Abstract

The breast implant crisis has been widely publicized. Beyond its immediate problems for the patients, the crisis has also discredited the use of silicone rubber as one of the most widely used biomaterials. Silicone elastomer or gel, the primary material in mammary prostheses, may be exposed to the body's tissues via envelope rupture, gel bleed, or elastomer fragmentation. Local responses to silicone include granulomatous inflammation, capsular contraction, and infection, all in varying degrees depending on ill-defined factors, which may include patient condition, peri- and postoperative complications, and hereditary predisposition, as well as material properties such as surface texture. The theory that silicone breast implants cause immunological disorders has not been proven. However, further study is necessary because some patients report autoimmune-like disorders (human adjuvant disease) following implant placement.
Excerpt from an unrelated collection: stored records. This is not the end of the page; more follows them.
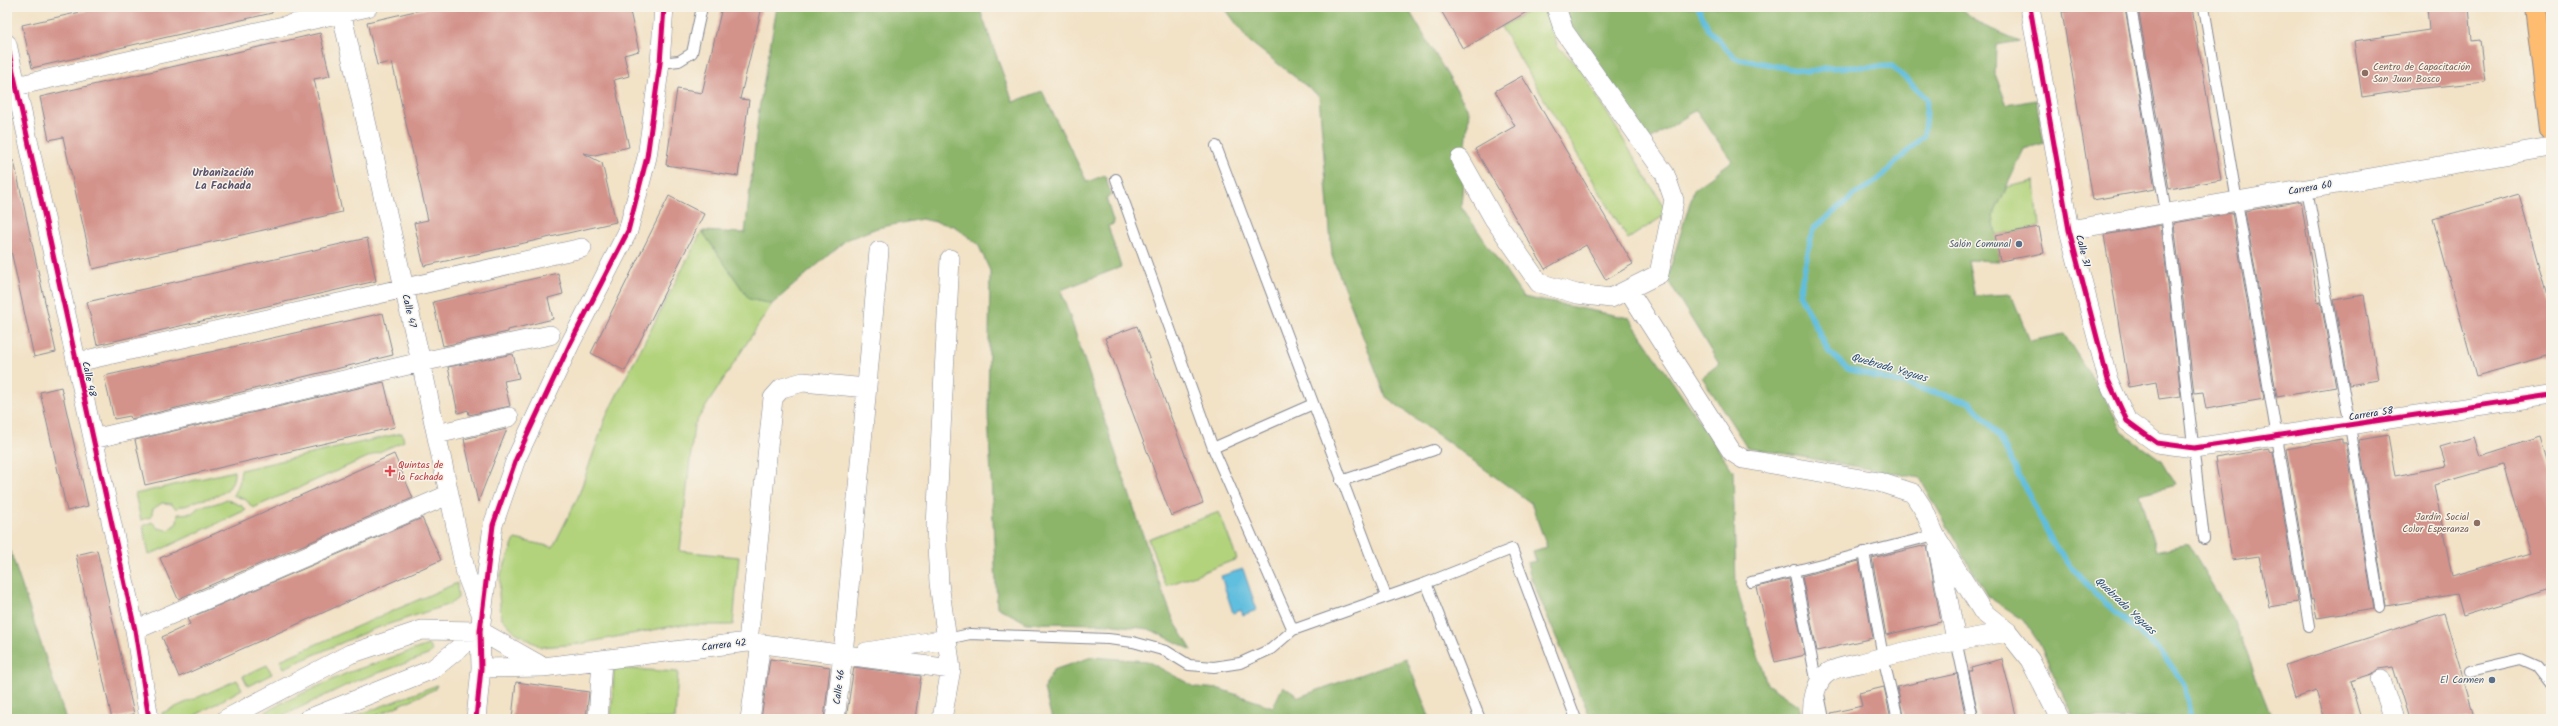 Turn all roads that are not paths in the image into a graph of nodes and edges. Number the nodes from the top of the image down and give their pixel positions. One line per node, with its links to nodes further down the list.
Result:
1 (368, 7): 9 (street)
2 (664, 7): 11 (street)
3 (702, 7): 11 (lane)
4 (1556, 7): 26 (street)
5 (2030, 7): 21 (street, Calle 31)
6 (2131, 7): 20 (lane)
7 (2204, 7): 19 (lane)
8 (2536, 7): 13 (main road)
9 (341, 10): 12 (street); 25 (street, Calle 47)
10 (7, 44): 12 (street, Calle 48)
11 (660, 63): 51 (street)
12 (16, 86): 28 (street, Calle 48)
13 (2551, 129)
14 (1216, 146): 32 (lane)
15 (2551, 147): 18 (street, Carrera 60)
16 (1460, 159): 26 (street)
17 (1116, 179): 38 (lane)
18 (2307, 189): 19 (street, Carrera 60); 34 (lane)
19 (2238, 201): 20 (street, Carrera 60); 36 (lane)
20 (2166, 213): 21 (street, Carrera 60); 39 (lane)
21 (2068, 230): 39 (street, Calle 31)
22 (582, 248): 25 (street)
23 (879, 251): 30 (street, Calle 46)
24 (950, 259): 56 (street)
25 (404, 289): 28 (street); 29 (street, Calle 47)
26 (1629, 291): 43 (street)
27 (550, 335): 29 (street)
28 (77, 362): 37 (street, Calle 48)
29 (421, 362): 35 (street, Calle 47); 37 (street)
30 (866, 388): 58 (street); 59 (street, Calle 46)
31 (2551, 395): 34 (street, Carrera 58)
32 (1313, 404): 38 (lane); 41 (lane)
33 (509, 417): 35 (street)
34 (2350, 426): 36 (street, Carrera 58); 50 (lane)
35 (437, 434): 42 (street, Calle 47)
36 (2276, 436): 39 (street, Carrera 58); 52 (lane)
37 (93, 439): 53 (street, Calle 48)
38 (1213, 448): 54 (lane)
39 (2194, 448): 44 (lane)
40 (1434, 450): 41 (lane)
41 (1341, 481): 49 (lane)
42 (448, 494): 51 (street, Calle 47); 53 (street)
43 (1935, 535): 45 (lane); 55 (street); 57 (street)
44 (2204, 539)
45 (1864, 552): 46 (lane); 60 (lane)
46 (1794, 570): 47 (lane); 68 (lane)
47 (1751, 582)
48 (1426, 583): 49 (lane); 77 (lane); 78 (lane)
49 (1386, 596): 54 (lane)
50 (2380, 607)
51 (480, 622): 62 (street); 63 (street); 70 (street); 71 (street)
52 (2309, 626)
53 (135, 630): 69 (street, Calle 48)
54 (1293, 630): 56 (lane)
55 (2008, 632): 57 (street); 83 (street)
56 (946, 639): 59 (street); 64 (street)
57 (1956, 640): 60 (street); 82 (lane)
58 (754, 643): 59 (street, Carrera 42); 61 (street, Carrera 42); 74 (street)
59 (843, 655): 64 (street, Carrera 42); 75 (street, Calle 46)
60 (1883, 657): 68 (street); 81 (lane)
61 (602, 660): 62 (street, Carrera 42); 73 (street)
62 (544, 667): 63 (street, Carrera 42)
63 (481, 668): 72 (street)
64 (951, 669): 76 (street)
65 (2470, 671): 67 (lane)
66 (2381, 680): 84 (street)
67 (2551, 684)
68 (1816, 688): 79 (street); 80 (lane)
69 (149, 719)
70 (226, 719)
71 (308, 719)
72 (476, 719)
73 (598, 719)
74 (750, 719)
75 (835, 719)
76 (942, 719)
77 (1480, 719)
78 (1576, 719)
79 (1813, 719)
80 (1824, 719)
81 (1898, 719)
82 (1973, 719)
83 (2060, 719)
84 (2394, 719)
Like autoimmune disease, human adjuvant disease is characterized by abnormalities of the immune response, autoantibody formation, and chronic inflammation. Silicone has been shown to play the role of an adjuvant, providing constant nonspecific stimulation of the immune system. Some researchers have hypothesized the role of silicone in specific immune reactions, including immunoglobulin formation and T-cell activation. This report examines the role of silicone as an agent of disease, focusing on material surface-tissue interactions.